In [None]:
import pandas as pd
import nltk
import string
import os
from collections import Counter
from nltk.tokenize import word_tokenize, sent_tokenize
from nltk.tag import StanfordPOSTagger
from nltk.corpus import stopwords
from nltk.stem.porter import PorterStemmer

## Leitura dos dados

In [None]:
train_df = pd.read_csv('train.csv')
train_df.shape

In [None]:
test_df = pd.read_csv('test.csv')
test_df.shape

In [None]:
train_df.head(5)

## Obtendo vetor de documentos

In [None]:
os.environ['CLASSPATH'] = 'stanford-pos'
os.environ['STANFORD_MODELS'] = 'stanford-pos/models'
st = StanfordPOSTagger('english-bidirectional-distsim.tagger')
porter_stemmer = PorterStemmer()

def postag_sentence(sentence_tokens):
    return st.tag(sentence_tokens)

def postag_filter(sentence_tokens):
    pos_keep = ['NN', 'NNS', 'VB', 'VBD', 'VBG', 'VBN', 'VBP', 
                'VBZ', 'NNP', 'NNPS','RB', 'RBR', 'RBS', 'JJ', 'JJR', 'JJS']
    sentence_tokens_filtered = [pt[0] for pt in postag_sentence(sentence_tokens) if pt[1] in pos_keep]
    return sentence_tokens_filtered

def stem_token(token):
    return porter_stemmer.stem(token)

def tokenize_doc(doc, use_pt_filter=False,
                      use_lowercase_filter=False,
                      use_stopwords_filter=False,
                      use_stemming_filter=False):
    sentences = sent_tokenize(doc)
    tokens = []
    for s in sentences:
        tk_sentence = word_tokenize(s)
        if use_pt_filter:
            tk_sentence = postag_filter(tk_sentence)
        if use_lowercase_filter:
            tk_sentence = [tk.lower() for tk in tk_sentence]
        if use_stopwords_filter:
            tk_sentence = [tk for tk in tk_sentence if tk not in stopwords.words('english')]
        if use_stemming_filter:
            tk_sentence = [stem_token(tk) for tk in tk_sentence ]
        tokens.extend(tk_sentence)
        
    return tokens
        
def remove_punctuation(tokens):
    return [ t for t in tokens if t not in string.punctuation ]
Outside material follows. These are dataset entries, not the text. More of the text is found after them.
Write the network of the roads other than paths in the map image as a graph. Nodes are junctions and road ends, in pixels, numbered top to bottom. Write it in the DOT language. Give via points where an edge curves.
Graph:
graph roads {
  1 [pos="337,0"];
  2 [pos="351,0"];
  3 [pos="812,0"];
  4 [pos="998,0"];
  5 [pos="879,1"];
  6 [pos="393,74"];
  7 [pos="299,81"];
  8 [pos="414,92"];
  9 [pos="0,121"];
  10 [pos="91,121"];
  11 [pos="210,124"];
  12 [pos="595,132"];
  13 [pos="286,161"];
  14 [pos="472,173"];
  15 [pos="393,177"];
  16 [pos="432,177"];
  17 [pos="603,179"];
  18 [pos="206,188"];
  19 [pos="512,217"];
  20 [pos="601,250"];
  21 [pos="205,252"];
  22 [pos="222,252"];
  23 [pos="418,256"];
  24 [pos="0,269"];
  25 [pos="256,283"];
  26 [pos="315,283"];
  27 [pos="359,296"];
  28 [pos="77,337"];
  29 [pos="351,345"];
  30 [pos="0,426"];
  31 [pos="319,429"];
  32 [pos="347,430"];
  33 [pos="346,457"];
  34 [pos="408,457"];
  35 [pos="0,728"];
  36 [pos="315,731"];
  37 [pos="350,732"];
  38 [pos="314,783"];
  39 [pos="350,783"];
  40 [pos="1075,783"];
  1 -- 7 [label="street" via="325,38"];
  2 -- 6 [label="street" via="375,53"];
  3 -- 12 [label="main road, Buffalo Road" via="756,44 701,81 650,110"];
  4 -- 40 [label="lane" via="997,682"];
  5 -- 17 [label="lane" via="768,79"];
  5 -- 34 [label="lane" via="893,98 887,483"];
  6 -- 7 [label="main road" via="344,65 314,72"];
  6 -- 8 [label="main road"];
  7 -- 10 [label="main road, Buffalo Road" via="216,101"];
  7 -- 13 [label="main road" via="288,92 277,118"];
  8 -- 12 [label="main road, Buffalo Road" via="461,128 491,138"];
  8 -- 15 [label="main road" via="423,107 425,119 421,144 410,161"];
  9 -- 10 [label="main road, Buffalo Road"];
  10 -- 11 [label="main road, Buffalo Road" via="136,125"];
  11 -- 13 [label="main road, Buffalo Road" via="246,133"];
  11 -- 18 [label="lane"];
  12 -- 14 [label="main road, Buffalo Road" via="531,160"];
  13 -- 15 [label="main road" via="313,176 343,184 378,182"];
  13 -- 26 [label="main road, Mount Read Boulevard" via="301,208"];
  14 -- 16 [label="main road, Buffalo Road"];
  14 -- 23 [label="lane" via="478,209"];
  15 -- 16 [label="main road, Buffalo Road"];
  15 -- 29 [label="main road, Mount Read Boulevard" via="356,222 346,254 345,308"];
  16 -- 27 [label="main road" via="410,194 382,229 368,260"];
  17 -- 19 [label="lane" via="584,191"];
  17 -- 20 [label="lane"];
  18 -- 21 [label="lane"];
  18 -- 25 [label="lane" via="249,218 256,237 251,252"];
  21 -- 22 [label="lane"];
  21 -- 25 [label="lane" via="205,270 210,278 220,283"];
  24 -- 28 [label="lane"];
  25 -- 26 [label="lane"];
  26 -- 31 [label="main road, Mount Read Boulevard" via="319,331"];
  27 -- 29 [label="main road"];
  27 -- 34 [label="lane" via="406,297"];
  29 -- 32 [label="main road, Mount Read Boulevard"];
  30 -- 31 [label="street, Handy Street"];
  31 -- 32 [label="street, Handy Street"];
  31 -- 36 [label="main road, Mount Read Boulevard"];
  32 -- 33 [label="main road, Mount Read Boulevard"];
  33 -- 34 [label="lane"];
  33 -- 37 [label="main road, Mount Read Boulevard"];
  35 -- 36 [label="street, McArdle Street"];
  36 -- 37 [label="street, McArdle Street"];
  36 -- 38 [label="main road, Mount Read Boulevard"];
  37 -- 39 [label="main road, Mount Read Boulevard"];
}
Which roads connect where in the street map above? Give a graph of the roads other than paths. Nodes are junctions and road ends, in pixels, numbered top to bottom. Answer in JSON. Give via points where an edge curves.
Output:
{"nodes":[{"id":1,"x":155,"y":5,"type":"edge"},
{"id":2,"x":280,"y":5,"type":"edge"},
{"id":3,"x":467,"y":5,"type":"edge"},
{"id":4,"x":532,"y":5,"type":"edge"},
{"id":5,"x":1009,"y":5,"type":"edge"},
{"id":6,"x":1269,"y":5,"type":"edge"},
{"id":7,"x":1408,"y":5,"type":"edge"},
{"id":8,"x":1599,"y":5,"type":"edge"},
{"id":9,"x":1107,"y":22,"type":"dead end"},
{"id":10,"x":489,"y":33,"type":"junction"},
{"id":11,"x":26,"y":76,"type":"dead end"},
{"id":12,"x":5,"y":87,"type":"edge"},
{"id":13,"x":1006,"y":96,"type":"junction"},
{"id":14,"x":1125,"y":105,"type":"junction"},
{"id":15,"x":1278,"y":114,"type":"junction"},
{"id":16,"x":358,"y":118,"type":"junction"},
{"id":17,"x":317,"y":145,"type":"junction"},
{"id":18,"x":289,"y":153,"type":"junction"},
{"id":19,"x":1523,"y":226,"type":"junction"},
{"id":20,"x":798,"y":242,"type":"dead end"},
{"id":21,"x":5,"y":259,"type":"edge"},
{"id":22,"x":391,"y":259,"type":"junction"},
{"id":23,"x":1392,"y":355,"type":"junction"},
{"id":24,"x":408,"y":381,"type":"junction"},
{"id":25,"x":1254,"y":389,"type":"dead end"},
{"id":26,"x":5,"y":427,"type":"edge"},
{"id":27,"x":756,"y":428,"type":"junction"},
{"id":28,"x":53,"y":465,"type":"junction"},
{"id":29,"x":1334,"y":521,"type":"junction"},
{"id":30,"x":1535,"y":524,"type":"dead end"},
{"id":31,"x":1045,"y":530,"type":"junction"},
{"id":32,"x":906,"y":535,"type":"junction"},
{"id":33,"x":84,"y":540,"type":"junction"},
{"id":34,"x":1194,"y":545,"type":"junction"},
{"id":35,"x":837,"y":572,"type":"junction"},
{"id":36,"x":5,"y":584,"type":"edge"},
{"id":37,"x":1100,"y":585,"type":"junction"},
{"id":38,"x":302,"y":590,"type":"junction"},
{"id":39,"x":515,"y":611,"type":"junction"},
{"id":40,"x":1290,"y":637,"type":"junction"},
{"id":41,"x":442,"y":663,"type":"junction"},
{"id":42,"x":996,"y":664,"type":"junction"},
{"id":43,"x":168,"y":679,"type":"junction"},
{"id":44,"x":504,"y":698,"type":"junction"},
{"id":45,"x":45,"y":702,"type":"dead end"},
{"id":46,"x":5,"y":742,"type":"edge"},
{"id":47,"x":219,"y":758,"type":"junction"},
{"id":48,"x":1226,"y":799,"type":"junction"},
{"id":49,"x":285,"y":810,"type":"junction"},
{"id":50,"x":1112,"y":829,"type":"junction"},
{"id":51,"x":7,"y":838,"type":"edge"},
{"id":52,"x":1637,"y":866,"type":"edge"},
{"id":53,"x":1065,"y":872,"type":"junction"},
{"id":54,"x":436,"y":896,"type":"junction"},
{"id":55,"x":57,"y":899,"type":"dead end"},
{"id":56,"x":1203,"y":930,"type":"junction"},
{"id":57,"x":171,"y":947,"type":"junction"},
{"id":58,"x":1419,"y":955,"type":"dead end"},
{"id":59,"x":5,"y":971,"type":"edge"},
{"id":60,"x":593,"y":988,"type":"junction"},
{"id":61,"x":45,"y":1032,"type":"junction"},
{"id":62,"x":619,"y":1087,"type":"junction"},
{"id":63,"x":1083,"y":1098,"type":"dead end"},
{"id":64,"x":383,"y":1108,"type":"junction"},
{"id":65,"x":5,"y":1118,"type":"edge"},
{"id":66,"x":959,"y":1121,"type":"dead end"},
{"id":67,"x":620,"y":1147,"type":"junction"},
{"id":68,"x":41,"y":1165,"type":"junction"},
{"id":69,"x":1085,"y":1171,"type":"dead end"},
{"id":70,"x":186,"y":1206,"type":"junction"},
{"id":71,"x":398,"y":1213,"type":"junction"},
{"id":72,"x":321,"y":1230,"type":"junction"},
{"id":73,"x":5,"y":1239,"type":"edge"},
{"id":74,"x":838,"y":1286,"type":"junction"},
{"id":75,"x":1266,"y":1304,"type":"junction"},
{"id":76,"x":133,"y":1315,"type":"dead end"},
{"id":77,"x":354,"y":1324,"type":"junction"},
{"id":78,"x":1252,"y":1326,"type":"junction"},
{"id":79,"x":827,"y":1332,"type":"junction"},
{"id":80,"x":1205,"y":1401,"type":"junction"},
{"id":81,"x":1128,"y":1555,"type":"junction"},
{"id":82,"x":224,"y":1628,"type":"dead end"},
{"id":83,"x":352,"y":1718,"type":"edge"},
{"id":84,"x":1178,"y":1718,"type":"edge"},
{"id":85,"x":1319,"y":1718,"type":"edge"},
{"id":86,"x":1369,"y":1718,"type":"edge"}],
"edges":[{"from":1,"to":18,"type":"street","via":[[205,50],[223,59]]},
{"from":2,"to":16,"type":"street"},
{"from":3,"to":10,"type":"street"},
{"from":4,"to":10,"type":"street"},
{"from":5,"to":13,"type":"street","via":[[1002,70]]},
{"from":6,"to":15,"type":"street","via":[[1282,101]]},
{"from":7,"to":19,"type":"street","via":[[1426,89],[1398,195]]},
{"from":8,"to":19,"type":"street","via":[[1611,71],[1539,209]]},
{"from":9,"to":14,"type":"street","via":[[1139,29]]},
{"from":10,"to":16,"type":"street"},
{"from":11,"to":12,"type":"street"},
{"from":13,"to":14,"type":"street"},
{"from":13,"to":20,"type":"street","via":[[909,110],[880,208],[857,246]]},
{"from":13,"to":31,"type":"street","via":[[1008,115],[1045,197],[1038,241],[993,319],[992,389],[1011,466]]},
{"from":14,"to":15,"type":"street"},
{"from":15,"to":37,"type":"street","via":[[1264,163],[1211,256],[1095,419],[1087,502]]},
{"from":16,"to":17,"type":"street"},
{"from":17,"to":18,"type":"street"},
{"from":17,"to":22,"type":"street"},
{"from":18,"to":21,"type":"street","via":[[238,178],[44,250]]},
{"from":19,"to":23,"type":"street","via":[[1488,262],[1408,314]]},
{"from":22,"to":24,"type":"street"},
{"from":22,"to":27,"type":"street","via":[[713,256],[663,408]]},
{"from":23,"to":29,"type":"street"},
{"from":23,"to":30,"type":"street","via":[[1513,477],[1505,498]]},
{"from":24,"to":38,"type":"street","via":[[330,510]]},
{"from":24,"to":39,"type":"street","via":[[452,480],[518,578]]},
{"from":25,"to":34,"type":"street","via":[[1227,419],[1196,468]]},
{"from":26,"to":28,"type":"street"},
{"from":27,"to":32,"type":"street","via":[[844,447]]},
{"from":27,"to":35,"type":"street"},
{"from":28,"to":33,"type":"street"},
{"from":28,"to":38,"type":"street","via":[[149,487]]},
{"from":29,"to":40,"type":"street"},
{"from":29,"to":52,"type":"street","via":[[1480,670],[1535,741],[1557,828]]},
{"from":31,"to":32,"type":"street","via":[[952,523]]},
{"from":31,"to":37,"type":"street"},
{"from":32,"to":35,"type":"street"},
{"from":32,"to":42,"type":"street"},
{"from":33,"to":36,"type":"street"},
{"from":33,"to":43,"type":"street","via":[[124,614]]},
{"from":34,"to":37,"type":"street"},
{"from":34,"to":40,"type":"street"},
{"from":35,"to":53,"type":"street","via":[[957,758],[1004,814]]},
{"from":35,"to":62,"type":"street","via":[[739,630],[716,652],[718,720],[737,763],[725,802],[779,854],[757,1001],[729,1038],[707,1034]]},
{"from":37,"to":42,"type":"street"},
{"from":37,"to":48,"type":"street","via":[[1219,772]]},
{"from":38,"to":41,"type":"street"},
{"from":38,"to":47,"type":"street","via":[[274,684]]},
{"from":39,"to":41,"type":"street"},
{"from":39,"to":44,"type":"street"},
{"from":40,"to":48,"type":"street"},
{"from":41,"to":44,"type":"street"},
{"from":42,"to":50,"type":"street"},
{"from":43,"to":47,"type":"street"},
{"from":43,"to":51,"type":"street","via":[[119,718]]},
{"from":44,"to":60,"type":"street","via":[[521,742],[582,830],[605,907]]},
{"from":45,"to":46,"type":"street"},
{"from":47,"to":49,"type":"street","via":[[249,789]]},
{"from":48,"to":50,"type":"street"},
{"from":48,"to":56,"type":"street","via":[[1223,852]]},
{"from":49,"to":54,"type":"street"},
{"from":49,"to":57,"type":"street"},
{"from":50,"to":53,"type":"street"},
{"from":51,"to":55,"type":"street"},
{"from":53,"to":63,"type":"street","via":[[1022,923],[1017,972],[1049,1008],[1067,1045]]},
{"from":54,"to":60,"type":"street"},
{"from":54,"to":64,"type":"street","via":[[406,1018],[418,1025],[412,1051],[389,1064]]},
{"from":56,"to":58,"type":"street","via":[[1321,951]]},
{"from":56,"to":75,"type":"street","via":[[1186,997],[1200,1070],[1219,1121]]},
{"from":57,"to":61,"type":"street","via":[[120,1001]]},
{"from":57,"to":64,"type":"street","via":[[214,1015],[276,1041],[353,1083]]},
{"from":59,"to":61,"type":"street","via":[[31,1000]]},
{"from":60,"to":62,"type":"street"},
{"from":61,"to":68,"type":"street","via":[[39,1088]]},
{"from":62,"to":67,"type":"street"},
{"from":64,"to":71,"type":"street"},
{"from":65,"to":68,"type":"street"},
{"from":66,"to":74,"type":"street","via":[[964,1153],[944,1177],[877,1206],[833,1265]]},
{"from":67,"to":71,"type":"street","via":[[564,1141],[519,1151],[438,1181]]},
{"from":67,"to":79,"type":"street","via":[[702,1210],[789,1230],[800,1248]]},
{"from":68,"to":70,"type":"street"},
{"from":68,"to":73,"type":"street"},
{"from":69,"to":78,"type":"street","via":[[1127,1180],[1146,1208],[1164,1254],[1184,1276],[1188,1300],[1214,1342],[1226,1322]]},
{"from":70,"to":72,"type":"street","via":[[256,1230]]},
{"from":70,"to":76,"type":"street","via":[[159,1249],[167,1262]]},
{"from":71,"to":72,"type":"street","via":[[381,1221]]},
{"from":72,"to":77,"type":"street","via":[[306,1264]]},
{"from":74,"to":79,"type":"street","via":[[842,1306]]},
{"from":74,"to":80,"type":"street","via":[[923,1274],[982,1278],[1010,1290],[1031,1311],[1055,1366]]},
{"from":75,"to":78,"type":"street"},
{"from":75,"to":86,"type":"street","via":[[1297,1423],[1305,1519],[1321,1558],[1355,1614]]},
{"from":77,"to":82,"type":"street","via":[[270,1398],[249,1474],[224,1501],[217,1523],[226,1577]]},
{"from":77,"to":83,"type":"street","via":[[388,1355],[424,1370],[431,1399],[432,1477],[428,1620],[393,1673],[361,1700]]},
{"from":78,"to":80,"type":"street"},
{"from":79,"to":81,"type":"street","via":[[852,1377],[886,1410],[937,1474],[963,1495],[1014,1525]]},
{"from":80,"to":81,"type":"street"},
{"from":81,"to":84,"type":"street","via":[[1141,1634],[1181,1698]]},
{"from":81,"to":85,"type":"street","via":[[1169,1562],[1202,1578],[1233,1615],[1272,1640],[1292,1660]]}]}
def get_vocabulary_tokenized_from_docs(tk_docs):
    vocabulary = Counter()
    for tk_d in tk_docs:
        for tk in tk_d:
            vocabulary[tk] += 1
    return vocabulary

In [None]:
docs = []
for index, row in train_df.iterrows():
    docs.append(' '.join([str(row['title']), str(row['text'])]).replace("’", "'"))

## Vocabulario e reducao de dimensionalidade por vocabulario

#### Sem Pos-Tagging, Sem Lowercase, Sem remoção Stopwords, Sem Stemming

In [None]:
tk_docs = [tokenize_doc(d, False, False, False, False) for d in docs]
vocabulary = get_vocabulary_tokenized_from_docs(tk_docs)
print('Tamanho do vocabulario inicial:', len(vocabulary.keys()))

#### Com Pos-Tagging, Sem Lowercase, Sem remoção Stopwords, Sem Stemming

In [None]:
tk_docs = [tokenize_doc(d, True, False, False, False) for d in docs]
vocabulary = get_vocabulary_tokenized_from_docs(tk_docs)
print('Tamanho do vocabulario inicial:', len(vocabulary.keys()))

#### Com Pos-Tagging, Com Lowercase, Sem remoção Stopwords, Sem Stemming

In [None]:
tk_docs = [tokenize_doc(d, True, True, False, False) for d in docs]
vocabulary = get_vocabulary_tokenized_from_docs(tk_docs)
print('Tamanho do vocabulario com lowercase:', len(vocabulary.keys()))

#### Com Pos-Tagging, Com Lowercase, Com remoção Stopwords, Sem Stemming

In [None]:
tk_docs = [tokenize_doc(d, True, True, True, False) for d in docs]
vocabulary = get_vocabulary_tokenized_from_docs(tk_docs)
print('Tamanho do vocabulario com lowercase:', len(vocabulary.keys()))

#### Com Pos-Tagging, Com Lowercase, Com remoção Stopwords, Com Stemming

In [None]:
tk_docs = [tokenize_doc(d, True, True, True, True) for d in docs]
vocabulary = get_vocabulary_tokenized_from_docs(tk_docs)
print('Tamanho do vocabulario com lowercase:', len(vocabulary.keys()))